(Data records)

****************

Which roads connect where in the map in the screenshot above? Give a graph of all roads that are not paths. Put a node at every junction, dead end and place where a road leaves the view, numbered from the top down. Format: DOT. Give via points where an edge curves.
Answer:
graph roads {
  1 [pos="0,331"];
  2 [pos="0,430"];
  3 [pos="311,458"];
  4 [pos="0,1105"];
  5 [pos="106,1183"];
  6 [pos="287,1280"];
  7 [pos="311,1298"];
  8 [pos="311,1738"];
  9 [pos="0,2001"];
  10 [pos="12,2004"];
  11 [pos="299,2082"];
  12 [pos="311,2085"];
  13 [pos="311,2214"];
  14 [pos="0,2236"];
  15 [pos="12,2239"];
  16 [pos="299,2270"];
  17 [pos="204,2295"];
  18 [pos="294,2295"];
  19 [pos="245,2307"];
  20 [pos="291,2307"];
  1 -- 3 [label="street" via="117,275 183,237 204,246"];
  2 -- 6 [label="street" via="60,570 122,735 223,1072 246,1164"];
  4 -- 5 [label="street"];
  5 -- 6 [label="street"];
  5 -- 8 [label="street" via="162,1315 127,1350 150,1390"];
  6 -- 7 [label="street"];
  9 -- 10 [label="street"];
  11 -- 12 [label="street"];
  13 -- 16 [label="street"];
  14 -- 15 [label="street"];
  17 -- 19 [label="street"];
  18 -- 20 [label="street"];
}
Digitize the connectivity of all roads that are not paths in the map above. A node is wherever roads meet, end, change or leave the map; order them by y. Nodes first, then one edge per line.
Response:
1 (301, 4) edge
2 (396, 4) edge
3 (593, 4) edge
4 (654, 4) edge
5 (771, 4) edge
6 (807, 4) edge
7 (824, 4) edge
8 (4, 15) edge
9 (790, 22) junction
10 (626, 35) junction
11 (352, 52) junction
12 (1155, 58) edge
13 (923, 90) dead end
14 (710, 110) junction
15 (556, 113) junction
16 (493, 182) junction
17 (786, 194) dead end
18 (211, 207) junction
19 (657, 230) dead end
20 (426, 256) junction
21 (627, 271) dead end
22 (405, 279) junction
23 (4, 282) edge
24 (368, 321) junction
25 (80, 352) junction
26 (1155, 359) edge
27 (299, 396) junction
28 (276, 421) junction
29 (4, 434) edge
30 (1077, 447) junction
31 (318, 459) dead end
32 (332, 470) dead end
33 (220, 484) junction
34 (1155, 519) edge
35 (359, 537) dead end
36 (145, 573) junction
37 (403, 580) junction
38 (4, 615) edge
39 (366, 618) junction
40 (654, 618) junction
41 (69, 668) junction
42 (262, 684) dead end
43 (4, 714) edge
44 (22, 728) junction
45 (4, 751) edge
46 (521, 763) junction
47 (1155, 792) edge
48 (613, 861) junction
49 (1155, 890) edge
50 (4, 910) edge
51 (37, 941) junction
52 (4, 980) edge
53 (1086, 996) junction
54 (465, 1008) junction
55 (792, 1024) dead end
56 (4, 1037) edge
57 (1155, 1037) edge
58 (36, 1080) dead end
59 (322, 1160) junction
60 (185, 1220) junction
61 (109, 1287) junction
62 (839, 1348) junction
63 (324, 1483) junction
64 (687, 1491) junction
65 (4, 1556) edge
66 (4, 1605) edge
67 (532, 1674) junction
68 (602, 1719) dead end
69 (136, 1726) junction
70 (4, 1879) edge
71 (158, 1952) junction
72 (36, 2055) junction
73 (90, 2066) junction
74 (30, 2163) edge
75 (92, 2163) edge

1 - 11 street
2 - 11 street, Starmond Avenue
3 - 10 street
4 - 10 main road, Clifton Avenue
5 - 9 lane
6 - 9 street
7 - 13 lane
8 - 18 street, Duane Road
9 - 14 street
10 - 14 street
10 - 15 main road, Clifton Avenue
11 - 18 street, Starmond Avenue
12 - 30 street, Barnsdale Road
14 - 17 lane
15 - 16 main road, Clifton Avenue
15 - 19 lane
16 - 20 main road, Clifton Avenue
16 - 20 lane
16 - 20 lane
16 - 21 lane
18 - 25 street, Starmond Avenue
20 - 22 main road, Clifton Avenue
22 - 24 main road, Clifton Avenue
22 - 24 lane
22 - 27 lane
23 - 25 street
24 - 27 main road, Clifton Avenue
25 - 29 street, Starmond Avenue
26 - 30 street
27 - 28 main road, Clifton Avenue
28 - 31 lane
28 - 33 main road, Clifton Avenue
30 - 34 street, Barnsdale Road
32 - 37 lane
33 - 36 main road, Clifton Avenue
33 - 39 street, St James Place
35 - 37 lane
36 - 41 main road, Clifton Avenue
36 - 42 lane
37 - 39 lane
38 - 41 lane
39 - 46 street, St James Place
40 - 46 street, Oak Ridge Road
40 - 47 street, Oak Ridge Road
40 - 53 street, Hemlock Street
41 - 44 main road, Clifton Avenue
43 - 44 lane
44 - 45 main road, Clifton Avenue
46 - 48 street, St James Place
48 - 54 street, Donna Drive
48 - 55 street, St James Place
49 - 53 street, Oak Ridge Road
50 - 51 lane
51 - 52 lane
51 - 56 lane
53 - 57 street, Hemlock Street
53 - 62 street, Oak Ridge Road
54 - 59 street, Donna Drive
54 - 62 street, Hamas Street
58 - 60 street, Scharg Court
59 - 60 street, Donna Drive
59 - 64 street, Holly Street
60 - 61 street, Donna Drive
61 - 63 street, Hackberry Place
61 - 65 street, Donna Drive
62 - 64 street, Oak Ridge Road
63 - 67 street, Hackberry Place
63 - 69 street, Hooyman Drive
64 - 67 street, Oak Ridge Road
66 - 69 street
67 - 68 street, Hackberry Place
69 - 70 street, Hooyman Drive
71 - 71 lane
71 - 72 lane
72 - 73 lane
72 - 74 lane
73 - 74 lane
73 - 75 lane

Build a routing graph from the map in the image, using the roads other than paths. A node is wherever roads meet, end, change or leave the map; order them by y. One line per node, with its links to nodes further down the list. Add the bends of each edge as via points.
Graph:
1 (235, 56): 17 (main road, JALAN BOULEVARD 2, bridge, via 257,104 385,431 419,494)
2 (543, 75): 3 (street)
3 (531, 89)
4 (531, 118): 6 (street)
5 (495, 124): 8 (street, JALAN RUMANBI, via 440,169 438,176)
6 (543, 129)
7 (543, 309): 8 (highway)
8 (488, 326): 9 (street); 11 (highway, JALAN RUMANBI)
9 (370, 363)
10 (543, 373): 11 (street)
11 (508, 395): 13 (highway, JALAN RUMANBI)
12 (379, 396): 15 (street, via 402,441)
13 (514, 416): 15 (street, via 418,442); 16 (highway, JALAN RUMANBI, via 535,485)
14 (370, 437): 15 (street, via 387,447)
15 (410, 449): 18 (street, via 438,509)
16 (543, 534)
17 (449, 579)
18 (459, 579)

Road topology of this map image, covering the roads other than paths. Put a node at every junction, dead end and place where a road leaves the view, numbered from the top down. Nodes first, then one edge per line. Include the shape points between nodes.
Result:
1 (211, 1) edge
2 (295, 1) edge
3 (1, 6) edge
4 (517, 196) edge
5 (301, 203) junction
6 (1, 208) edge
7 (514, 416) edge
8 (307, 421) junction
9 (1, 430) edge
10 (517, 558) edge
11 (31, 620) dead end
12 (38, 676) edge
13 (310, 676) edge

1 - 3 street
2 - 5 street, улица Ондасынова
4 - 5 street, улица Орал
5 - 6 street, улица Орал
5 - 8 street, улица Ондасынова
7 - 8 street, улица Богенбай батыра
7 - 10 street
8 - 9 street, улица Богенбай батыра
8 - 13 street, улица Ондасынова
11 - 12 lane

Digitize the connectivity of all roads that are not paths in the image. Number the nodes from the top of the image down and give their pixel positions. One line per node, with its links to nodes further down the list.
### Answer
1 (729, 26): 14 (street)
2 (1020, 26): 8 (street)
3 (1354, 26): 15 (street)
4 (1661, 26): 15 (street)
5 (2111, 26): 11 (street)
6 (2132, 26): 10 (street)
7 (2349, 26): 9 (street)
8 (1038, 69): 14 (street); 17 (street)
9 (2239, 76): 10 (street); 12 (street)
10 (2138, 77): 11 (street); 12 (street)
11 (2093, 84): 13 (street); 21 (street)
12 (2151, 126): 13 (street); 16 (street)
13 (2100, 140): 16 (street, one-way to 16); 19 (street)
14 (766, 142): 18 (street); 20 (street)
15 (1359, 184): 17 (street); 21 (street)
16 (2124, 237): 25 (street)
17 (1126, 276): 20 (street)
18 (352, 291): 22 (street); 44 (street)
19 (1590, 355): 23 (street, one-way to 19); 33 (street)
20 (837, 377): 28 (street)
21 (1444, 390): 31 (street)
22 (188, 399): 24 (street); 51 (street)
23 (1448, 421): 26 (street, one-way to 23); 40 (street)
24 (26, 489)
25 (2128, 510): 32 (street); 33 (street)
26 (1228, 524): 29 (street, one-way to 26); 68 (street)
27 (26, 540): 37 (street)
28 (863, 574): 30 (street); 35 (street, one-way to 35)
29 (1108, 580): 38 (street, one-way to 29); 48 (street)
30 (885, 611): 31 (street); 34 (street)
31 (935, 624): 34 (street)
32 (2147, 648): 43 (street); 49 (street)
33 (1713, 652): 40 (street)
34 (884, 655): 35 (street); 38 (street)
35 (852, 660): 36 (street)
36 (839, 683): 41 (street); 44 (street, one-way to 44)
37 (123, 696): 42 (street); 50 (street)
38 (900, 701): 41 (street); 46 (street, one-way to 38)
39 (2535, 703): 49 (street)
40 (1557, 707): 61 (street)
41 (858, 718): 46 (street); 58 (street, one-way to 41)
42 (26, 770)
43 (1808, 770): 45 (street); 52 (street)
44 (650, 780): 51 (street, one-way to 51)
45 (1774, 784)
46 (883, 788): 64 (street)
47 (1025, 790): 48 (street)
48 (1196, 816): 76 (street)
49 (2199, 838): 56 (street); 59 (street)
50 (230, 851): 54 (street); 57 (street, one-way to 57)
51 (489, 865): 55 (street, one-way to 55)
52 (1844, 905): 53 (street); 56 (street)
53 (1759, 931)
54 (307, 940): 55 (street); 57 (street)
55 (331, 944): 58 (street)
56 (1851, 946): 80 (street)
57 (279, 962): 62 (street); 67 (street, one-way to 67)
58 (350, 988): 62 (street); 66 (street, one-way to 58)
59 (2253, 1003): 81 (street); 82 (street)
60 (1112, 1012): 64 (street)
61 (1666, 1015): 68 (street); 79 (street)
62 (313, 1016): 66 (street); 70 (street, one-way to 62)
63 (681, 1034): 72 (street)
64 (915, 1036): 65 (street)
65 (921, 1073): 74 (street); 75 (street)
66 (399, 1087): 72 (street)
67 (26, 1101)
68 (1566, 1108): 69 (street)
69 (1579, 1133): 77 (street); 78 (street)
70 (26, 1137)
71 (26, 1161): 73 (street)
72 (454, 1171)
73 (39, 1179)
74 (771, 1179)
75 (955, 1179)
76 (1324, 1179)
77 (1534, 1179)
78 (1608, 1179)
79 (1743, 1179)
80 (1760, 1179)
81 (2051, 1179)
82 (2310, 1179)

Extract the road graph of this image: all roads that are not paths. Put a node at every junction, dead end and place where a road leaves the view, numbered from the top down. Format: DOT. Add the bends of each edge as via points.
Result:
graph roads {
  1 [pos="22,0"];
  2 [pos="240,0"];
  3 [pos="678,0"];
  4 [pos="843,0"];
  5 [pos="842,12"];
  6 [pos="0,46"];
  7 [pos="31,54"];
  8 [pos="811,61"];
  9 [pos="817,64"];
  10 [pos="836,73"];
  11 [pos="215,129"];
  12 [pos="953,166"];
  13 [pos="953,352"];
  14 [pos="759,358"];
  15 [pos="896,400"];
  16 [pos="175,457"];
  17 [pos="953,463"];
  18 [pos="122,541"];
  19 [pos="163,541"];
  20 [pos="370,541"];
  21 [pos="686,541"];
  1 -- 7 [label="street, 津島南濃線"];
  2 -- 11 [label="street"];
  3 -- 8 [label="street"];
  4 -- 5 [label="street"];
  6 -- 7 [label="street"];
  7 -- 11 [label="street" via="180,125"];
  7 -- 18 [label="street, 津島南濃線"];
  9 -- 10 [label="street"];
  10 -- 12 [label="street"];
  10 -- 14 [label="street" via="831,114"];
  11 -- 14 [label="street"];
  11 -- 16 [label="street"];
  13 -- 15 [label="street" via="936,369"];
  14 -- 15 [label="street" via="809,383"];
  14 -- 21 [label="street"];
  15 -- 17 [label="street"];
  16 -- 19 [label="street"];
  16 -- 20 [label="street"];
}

****************

WORK ORDER: The lines needed are the ones from the first line of the entries through the line that contains "y. Nodes first, then one edge per line.", given again without any change.

ANSWER BOX:
Which roads connect where in the map in the screenshot above? Give a graph of all roads that are not paths. Put a node at every junction, dead end and place where a road leaves the view, numbered from the top down. Format: DOT. Give via points where an edge curves.
Answer:
graph roads {
  1 [pos="0,331"];
  2 [pos="0,430"];
  3 [pos="311,458"];
  4 [pos="0,1105"];
  5 [pos="106,1183"];
  6 [pos="287,1280"];
  7 [pos="311,1298"];
  8 [pos="311,1738"];
  9 [pos="0,2001"];
  10 [pos="12,2004"];
  11 [pos="299,2082"];
  12 [pos="311,2085"];
  13 [pos="311,2214"];
  14 [pos="0,2236"];
  15 [pos="12,2239"];
  16 [pos="299,2270"];
  17 [pos="204,2295"];
  18 [pos="294,2295"];
  19 [pos="245,2307"];
  20 [pos="291,2307"];
  1 -- 3 [label="street" via="117,275 183,237 204,246"];
  2 -- 6 [label="street" via="60,570 122,735 223,1072 246,1164"];
  4 -- 5 [label="street"];
  5 -- 6 [label="street"];
  5 -- 8 [label="street" via="162,1315 127,1350 150,1390"];
  6 -- 7 [label="street"];
  9 -- 10 [label="street"];
  11 -- 12 [label="street"];
  13 -- 16 [label="street"];
  14 -- 15 [label="street"];
  17 -- 19 [label="street"];
  18 -- 20 [label="street"];
}
Digitize the connectivity of all roads that are not paths in the map above. A node is wherever roads meet, end, change or leave the map; order them by y. Nodes first, then one edge per line.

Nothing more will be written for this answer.